Tandis que j'écoutais ce qui se disait, discutais avec d'autres personnes et essayais d'en apprendre plus, deux pensées s'opposaient dans mon esprit :

  1. l'indéniable réalité des pressions et technologies susceptibles de renverser l'édition de revues, ainsi que l'envisagent Chris et Rebecca;
  2. aussi surprenant que cela puisse peut-être paraître, la chance que j'avais de collaborer avec Canadian Science Publishing.

Un modèle de science ouverte hybride et multidimensionnel

Je pense que Chris et ses amis ont mis le doigt sur quelque chose, que leurs intentions sont nobles, et qu'ils ont probablement raison quant à la nécessité d'un changement - dans une certaine mesure.

Mais lorsque les défenseurs d'un mode de révision contrôlé par la technologie accusent les éditeurs d'avoir supprimé de l'information par intérêt financier, je ne parviens pas à imaginer CSP s'adonner à ces pratiques. Il s'agit d'un organisme sans but lucratif dévoué et soutenu par des communautés telles que les microbiologistes, dont le seul et unique but est de diffuser le savoir et de favoriser une science de qualité au Canada.

à mes yeux, c'est un projet qui intéresse l'ensemble du Canada. CSP et son portefeuille de revues constituent une plateforme permettant de rassembler les personnes pour innover dans l'intérêt de la science au Canada.

Tandis que je me préparais à ma mission et absorbais les préoccupations, je découvris avec quel acharnement CSP s'efforçait non seulement d'être autonome sur le plan économique, mais aussi de relever les nouveaux défis à l'aide d'un modèle d'accès libre hybride et d'un portefeuille de modes de publication flexibles. Ce portefeuille m'a beaucoup impressionné.

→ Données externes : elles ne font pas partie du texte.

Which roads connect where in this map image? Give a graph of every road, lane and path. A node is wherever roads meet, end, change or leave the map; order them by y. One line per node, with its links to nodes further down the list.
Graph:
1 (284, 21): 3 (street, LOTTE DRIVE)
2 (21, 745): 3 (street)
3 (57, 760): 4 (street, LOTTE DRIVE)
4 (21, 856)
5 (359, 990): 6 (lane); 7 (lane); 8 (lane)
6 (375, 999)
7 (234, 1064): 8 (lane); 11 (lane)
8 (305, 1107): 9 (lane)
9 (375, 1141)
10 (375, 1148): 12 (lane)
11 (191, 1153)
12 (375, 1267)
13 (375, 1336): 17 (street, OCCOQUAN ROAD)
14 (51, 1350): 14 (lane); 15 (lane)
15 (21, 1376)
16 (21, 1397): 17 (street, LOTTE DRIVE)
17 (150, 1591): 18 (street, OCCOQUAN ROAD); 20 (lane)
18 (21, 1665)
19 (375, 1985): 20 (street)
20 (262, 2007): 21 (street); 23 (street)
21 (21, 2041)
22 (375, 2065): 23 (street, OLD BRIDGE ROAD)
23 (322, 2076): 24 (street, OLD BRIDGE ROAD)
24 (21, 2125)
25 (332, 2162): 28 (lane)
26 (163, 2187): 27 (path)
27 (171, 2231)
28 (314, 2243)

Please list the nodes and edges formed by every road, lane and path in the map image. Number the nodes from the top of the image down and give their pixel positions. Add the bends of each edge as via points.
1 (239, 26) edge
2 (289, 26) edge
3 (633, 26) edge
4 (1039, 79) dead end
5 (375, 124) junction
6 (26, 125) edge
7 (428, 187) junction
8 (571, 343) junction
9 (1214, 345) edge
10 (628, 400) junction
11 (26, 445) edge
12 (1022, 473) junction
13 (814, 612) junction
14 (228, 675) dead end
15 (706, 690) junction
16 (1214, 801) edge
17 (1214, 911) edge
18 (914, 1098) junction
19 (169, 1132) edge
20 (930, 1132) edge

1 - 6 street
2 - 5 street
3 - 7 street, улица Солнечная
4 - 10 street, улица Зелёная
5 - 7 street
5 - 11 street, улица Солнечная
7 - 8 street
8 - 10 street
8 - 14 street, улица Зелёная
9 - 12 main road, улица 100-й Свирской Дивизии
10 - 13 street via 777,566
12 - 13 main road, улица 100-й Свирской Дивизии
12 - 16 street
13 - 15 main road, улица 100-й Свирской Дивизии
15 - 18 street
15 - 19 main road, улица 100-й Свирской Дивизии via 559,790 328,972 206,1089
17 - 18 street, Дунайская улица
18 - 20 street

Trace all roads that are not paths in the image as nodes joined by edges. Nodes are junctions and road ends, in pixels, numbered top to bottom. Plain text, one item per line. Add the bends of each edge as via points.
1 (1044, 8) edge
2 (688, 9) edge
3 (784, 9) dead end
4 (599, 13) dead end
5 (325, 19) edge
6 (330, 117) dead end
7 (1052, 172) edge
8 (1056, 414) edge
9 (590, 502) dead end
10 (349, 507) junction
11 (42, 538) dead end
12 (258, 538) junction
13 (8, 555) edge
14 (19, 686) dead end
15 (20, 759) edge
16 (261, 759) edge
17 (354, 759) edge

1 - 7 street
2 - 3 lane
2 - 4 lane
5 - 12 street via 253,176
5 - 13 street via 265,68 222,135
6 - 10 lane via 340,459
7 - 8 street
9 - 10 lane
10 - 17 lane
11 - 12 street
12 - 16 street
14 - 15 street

  • CSP a adopté des politiques très libérales en ce qui a trait aux droits d'auteur et offre la possibilité d'une intégration automatique à TSpace ainsi que dans d'autres dépôts de documents gratuits.
  • CSP publie également trois revues en accès entièrement libre : Science arctique, Anthropocene Coasts et FACETS, une revue scientifique multidisciplinaire.
  • Certaines revues de CSP rendent les articles accessibles après un embargo de douze (12) mois. Il s'agit notamment de revues renommées telles que la Revue canadienne de science animale, la Revue canadienne de phytotechnie et la Revue canadienne de la science du sol.
  • Chaque auteur publiant un article dans les revues de CSP peut, à tout moment durant le processus, autoarchiver le manuscrit soumis et/ou accepté sur un site Web personnel ou sur celui de la revue d'attache, ou encore dans le dépôt de documents de son choix, tel que PubMedCentral.
  • CSP offre également une option de libre accès, selon l'article et moyennant des frais. En d'autres termes, lorsqu'un article est accepté et sa publication dans une revue à accès payant approuvée, celui-ci peut être rendu accessible gratuitement au moment de sa publication ou à tout moment par la suite.
  • De plus, il n'existe à ma connaissance aucun moyen d'empêcher les scientifiques d'imprimer, de copier et d'envoyer les articles à des collègues partout dans le monde, comme ils le font depuis de nombreuses années, en mode « accès libre à l'ancienne ». Les auteurs disposent même de 50 codes d'accès gratuit à leur article, ce qui leur permet d'en envoyer des copies aux collègues intéressés ou à d'autres scientifiques.
  • CSP peut également, avec l'accord de l'auteur, mettre à disposition du public aux fins de commentaires les articles rejetés.
  • Enfin, les efforts de CSP pour diffuser des faits scientifiques sont amplifiés par une présence en ligne dynamique : un blogue soigné, des scénarimages, des journaux vidéo, des animations et des descriptions de faits scientifiques rédigées par des journalistes de formation doctorale et des professionnels rompus aux méthodes de publication non traditionnelles. Cette approche s'est clairement démarquée lors de l'atelier de Winnipeg, durant lequel un artiste a créé des enregistrements infographiques (figurant dans cet article de blogue) sur place afin de faciliter le partage sur les réseaux sociaux.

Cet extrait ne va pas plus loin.